** Opening RECORDS FOR THE TASK block **

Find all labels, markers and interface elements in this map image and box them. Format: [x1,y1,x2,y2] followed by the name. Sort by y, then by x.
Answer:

** Closing RECORDS FOR THE TASK block **
** Opening RECORDS FOR THE TASK block **

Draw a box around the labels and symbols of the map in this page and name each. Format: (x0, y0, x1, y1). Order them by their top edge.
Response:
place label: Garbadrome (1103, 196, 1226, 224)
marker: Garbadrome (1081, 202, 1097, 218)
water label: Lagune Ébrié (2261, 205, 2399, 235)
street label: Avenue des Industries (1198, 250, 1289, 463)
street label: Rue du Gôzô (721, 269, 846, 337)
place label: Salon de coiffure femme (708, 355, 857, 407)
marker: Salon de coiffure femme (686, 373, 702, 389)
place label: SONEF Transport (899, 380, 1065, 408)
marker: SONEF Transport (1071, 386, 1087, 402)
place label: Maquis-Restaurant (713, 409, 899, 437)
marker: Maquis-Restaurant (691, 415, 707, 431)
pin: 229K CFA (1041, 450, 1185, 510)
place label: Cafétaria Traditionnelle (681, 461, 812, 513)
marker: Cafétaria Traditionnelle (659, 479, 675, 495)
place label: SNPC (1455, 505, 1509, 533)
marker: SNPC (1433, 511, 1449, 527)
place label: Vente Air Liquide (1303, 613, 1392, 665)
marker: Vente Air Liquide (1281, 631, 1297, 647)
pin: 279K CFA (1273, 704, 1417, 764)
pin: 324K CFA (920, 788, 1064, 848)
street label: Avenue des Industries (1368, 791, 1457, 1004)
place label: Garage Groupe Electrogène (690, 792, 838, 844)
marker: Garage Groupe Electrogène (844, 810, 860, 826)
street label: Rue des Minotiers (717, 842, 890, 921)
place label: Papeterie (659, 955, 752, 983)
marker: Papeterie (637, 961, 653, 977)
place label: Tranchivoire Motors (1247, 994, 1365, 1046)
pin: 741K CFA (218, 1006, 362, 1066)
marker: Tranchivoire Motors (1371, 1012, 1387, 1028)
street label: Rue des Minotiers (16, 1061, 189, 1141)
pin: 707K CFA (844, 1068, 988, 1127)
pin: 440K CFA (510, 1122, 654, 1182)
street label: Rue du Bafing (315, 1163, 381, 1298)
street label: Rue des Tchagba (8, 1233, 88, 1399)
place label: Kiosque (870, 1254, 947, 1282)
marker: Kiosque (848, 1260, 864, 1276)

** Closing RECORDS FOR THE TASK block **
** Opening RECORDS FOR THE TASK block **

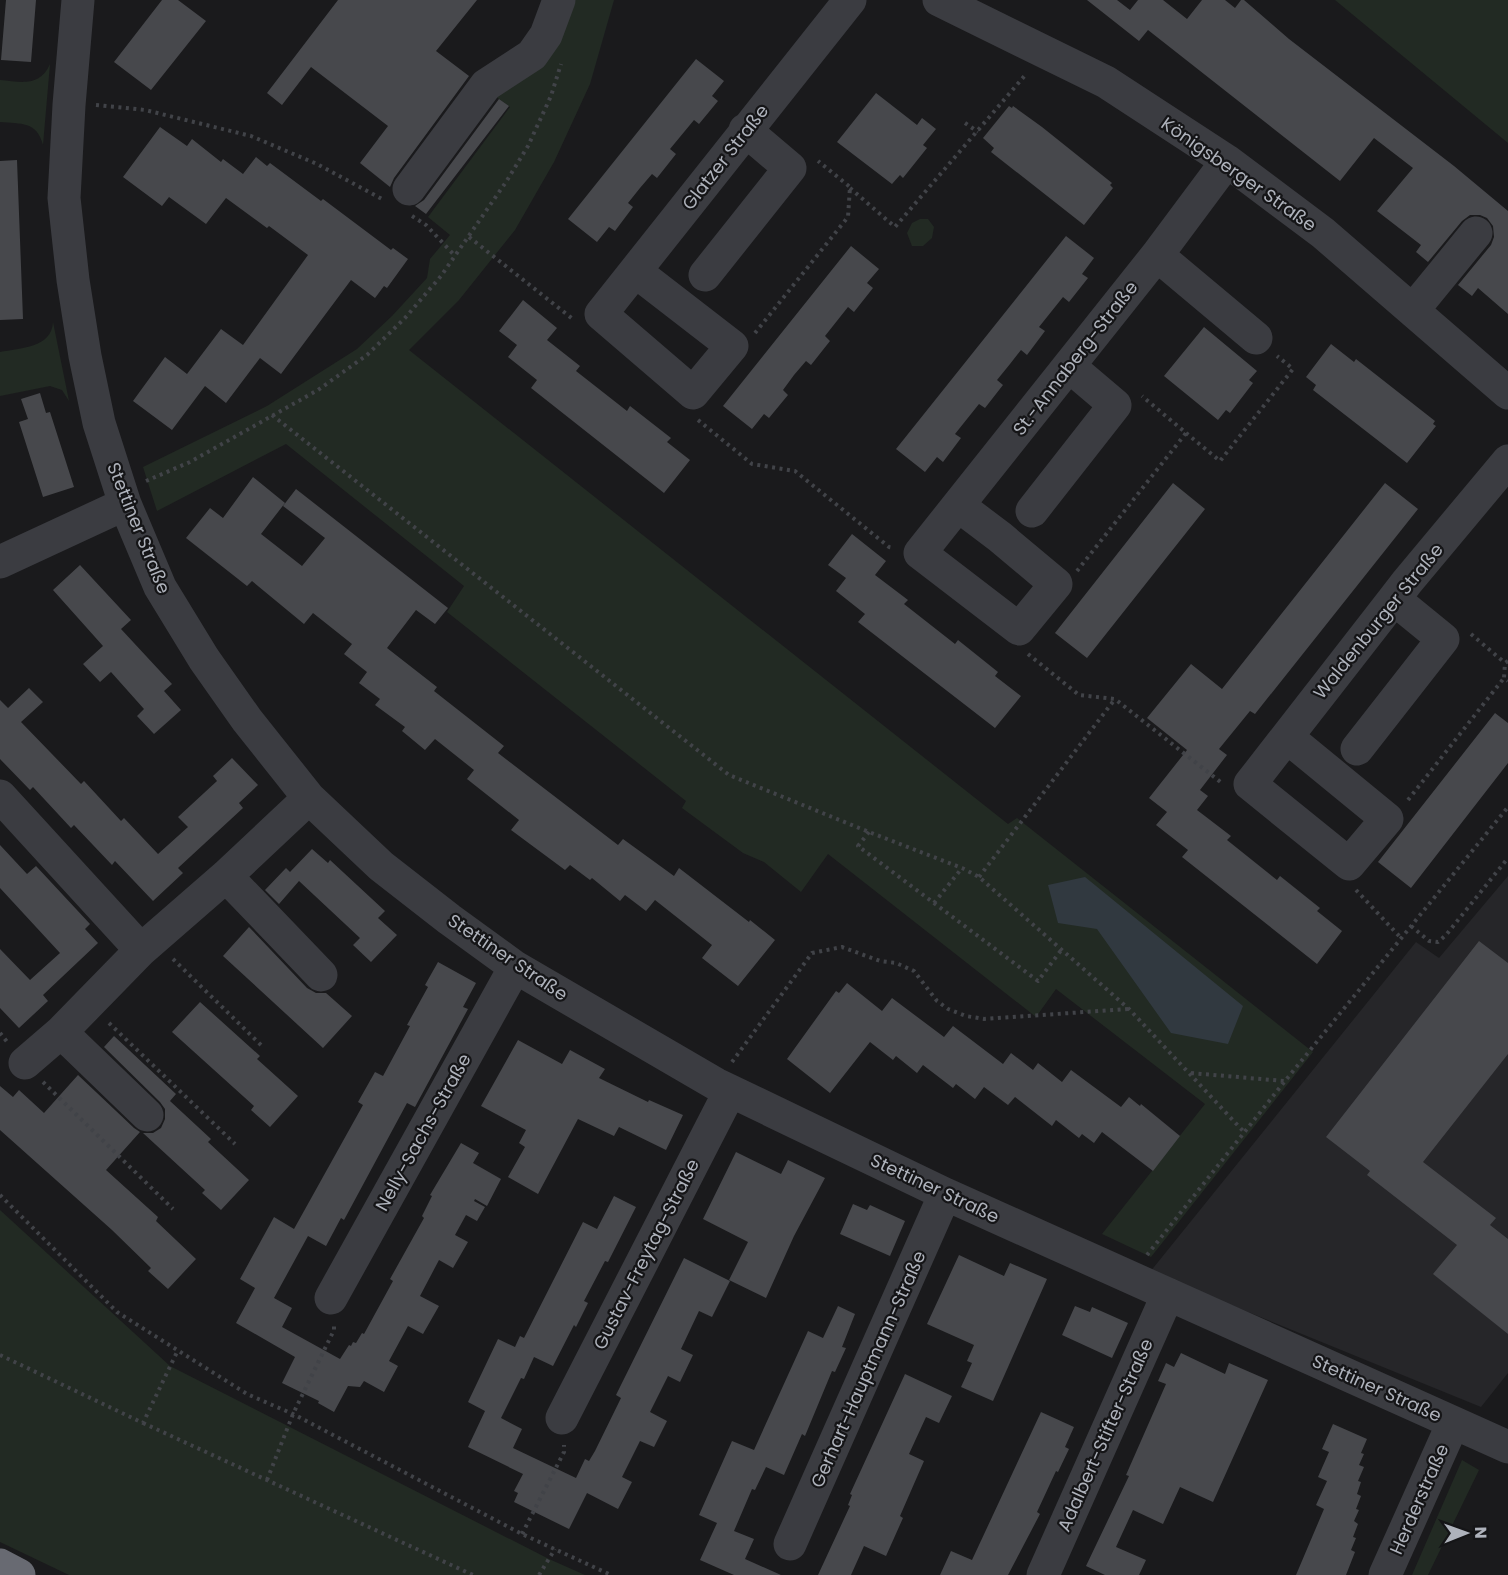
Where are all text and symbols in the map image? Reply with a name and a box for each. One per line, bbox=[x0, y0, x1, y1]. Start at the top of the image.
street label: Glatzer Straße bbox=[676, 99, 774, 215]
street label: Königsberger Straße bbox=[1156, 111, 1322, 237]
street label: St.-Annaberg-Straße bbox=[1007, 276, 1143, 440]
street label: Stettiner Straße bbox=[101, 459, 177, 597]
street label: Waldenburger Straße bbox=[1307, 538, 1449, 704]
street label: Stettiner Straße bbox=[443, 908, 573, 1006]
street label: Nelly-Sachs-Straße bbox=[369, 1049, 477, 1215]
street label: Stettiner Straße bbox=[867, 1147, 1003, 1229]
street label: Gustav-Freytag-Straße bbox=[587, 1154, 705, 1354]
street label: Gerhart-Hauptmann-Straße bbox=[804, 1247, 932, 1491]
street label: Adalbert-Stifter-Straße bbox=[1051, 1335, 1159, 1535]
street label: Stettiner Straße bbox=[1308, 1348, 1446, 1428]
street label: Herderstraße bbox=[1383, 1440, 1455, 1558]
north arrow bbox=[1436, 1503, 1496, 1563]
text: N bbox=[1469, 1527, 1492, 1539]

** Closing RECORDS FOR THE TASK block **

## WORK TO COMPLETE
Go through the records and pull out each line that includes the word "Format".

## OUTPUT FOR THIS TASK
Find all labels, markers and interface elements in this map image and box them. Format: [x1,y1,x2,y2] followed by the name. Sort by y, then by x.
Draw a box around the labels and symbols of the map in this page and name each. Format: (x0, y0, x1, y1). Order them by their top edge.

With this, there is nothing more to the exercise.